# I have recovered



## vetinari29 (Feb 1, 2012)

Hi All,
Firstly sorry for my English I'm not from UK but had to post this just to help others.
I fought anxiety disorder , panic attacks and heavy dereazlization for 5 years. This will be one and only post as I don't really want to
bring back the memories. However stories from people who have recovered helped me greatly so I decided that I owe my story to everyone here.
I have been completely normal for a year now.

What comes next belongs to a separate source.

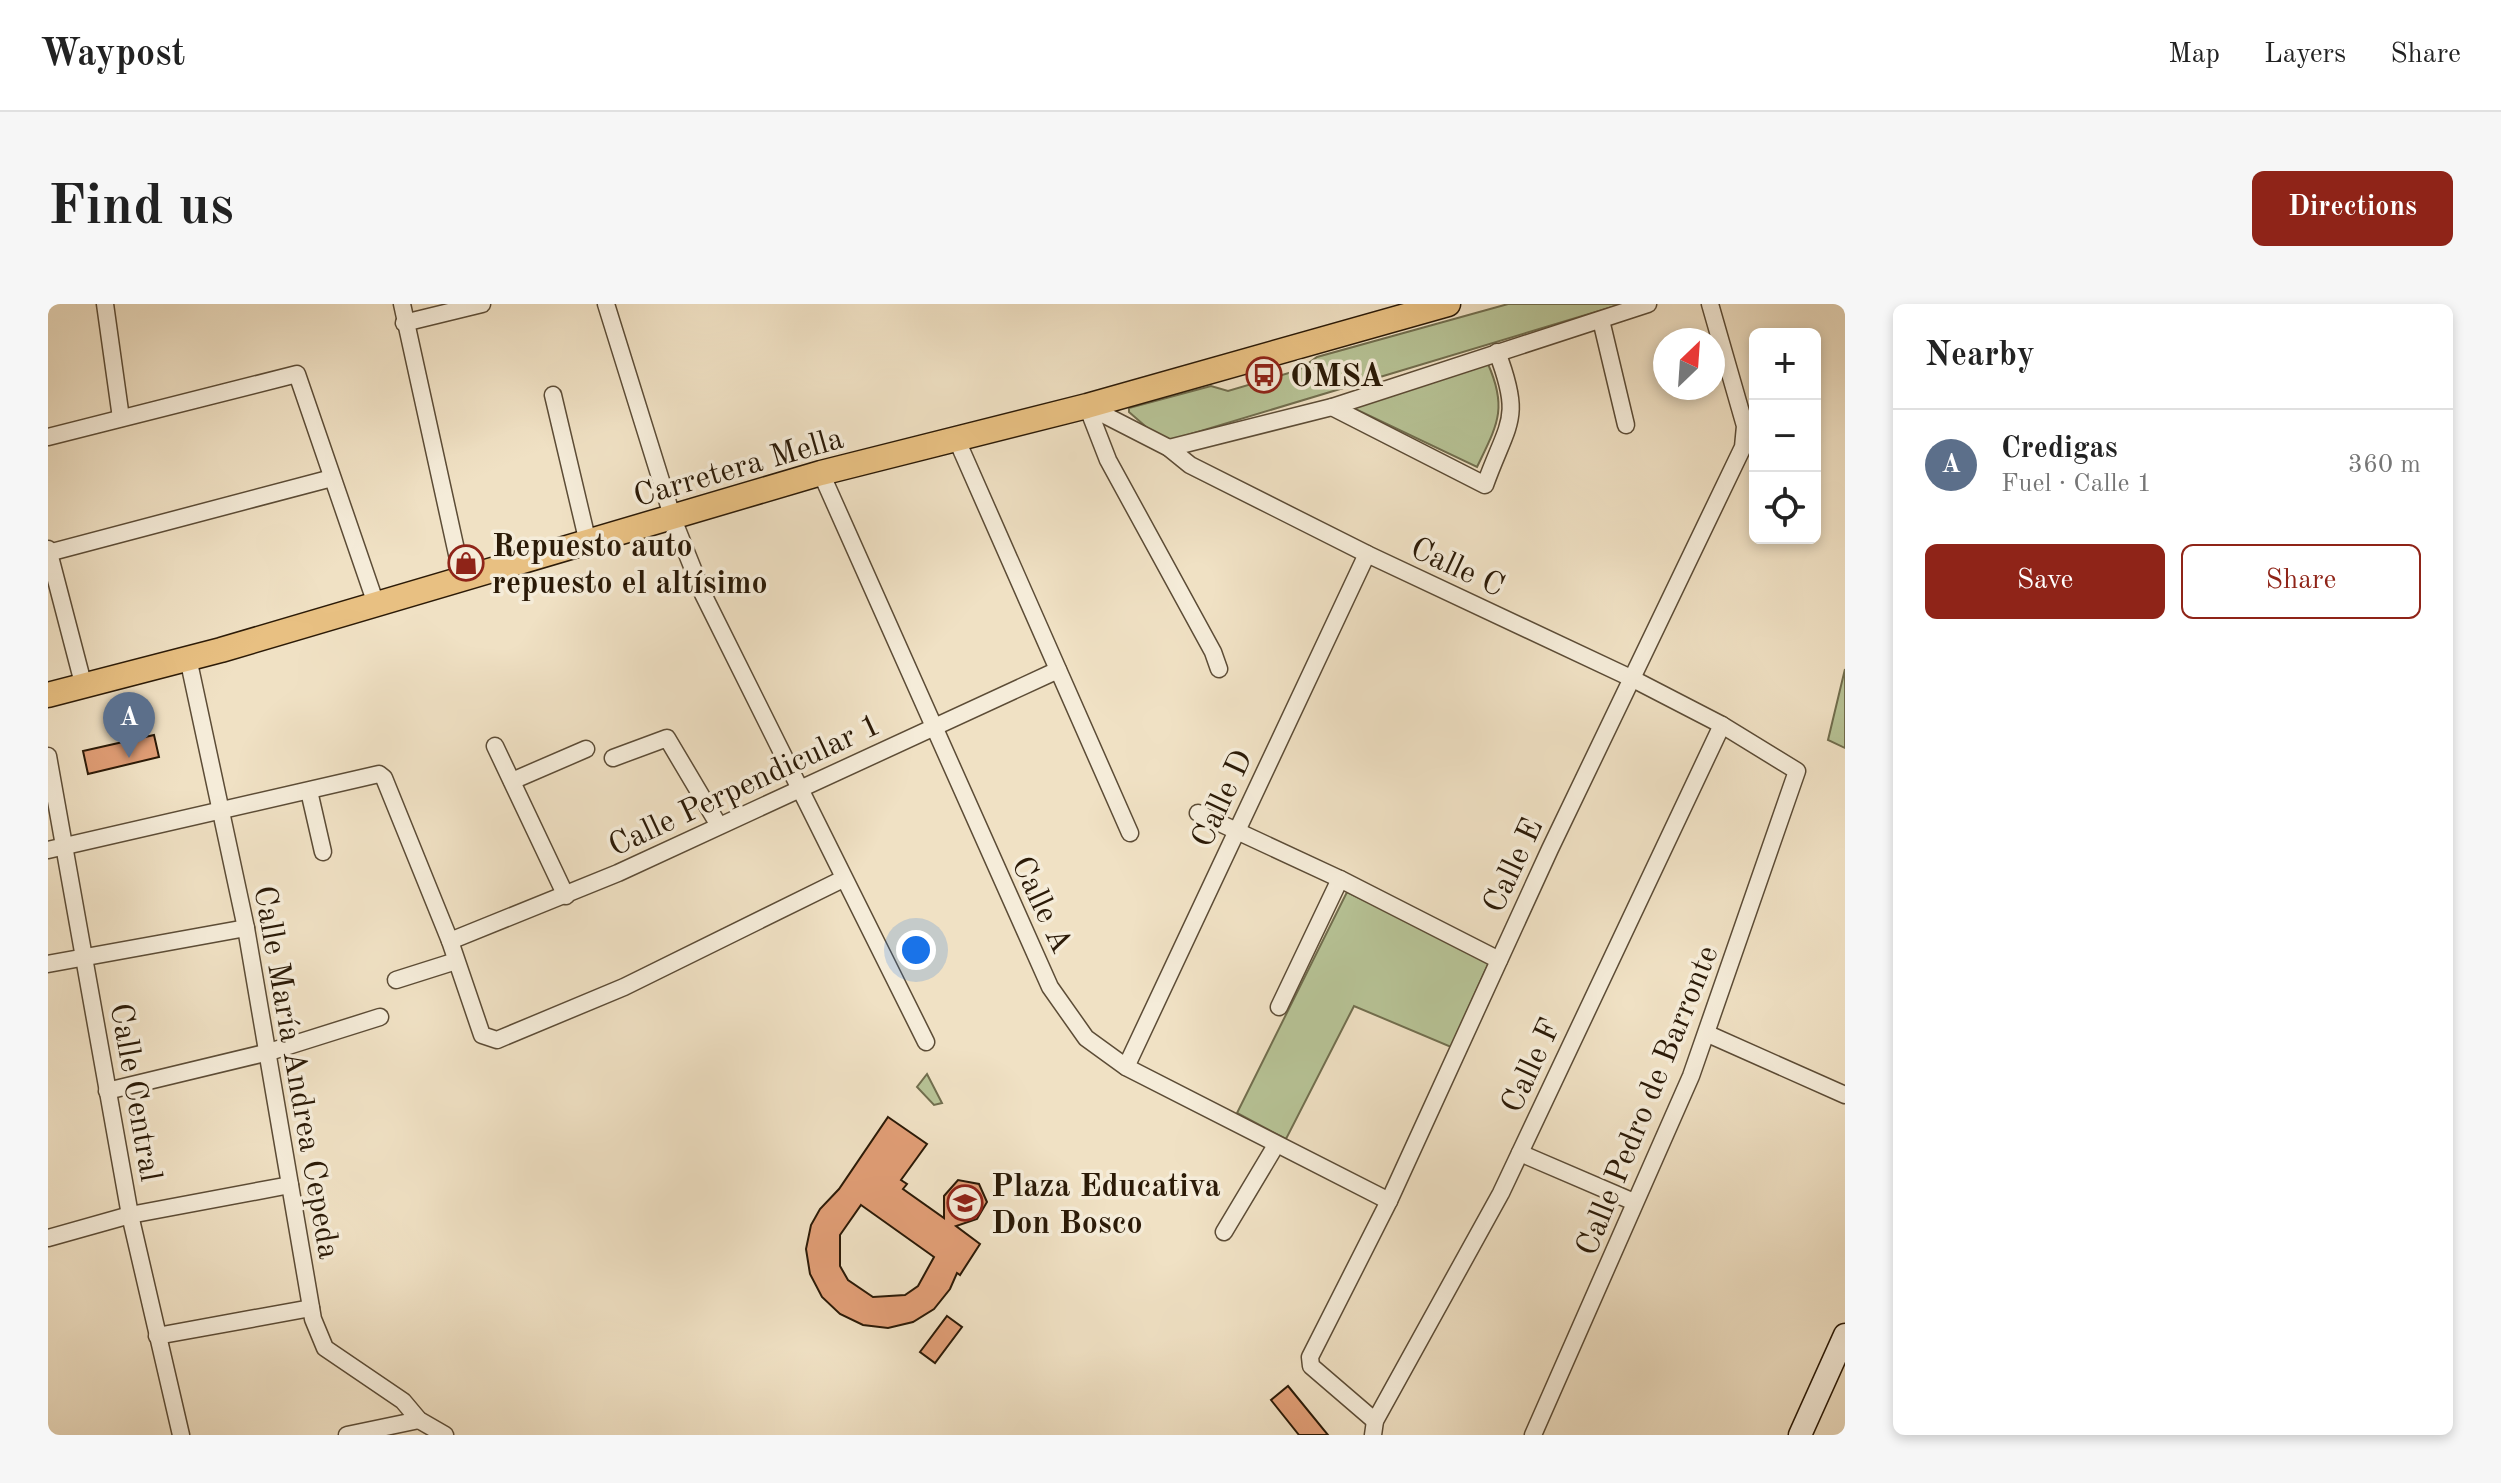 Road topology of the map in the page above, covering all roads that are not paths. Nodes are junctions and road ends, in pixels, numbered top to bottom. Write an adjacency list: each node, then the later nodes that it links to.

My story in short was that it all started after I smoked a pot one night. Worst panic attack happened and then my nightmare begun.
At the same time I had stressful job and was dieting for some time.
2 years of horrible derealization. I couldnt even walk, don't know how I managed to go to work and finish uni. Panick attacks pretty much every day.
I was afraid to drink tea, coffe, be hangover , was constantly thinking about stroke , brain tumor etc
Visited all doctors and thought that I m dying. i was on cipralex for a year and this saved my life as I kind of managed to get any kind of control. 
After a year I stopped ciralex cause I didnt see any further imrovement.
Year number 2 was still a nightmare and the next 3 were basically non stop dr and occasional panic attacks.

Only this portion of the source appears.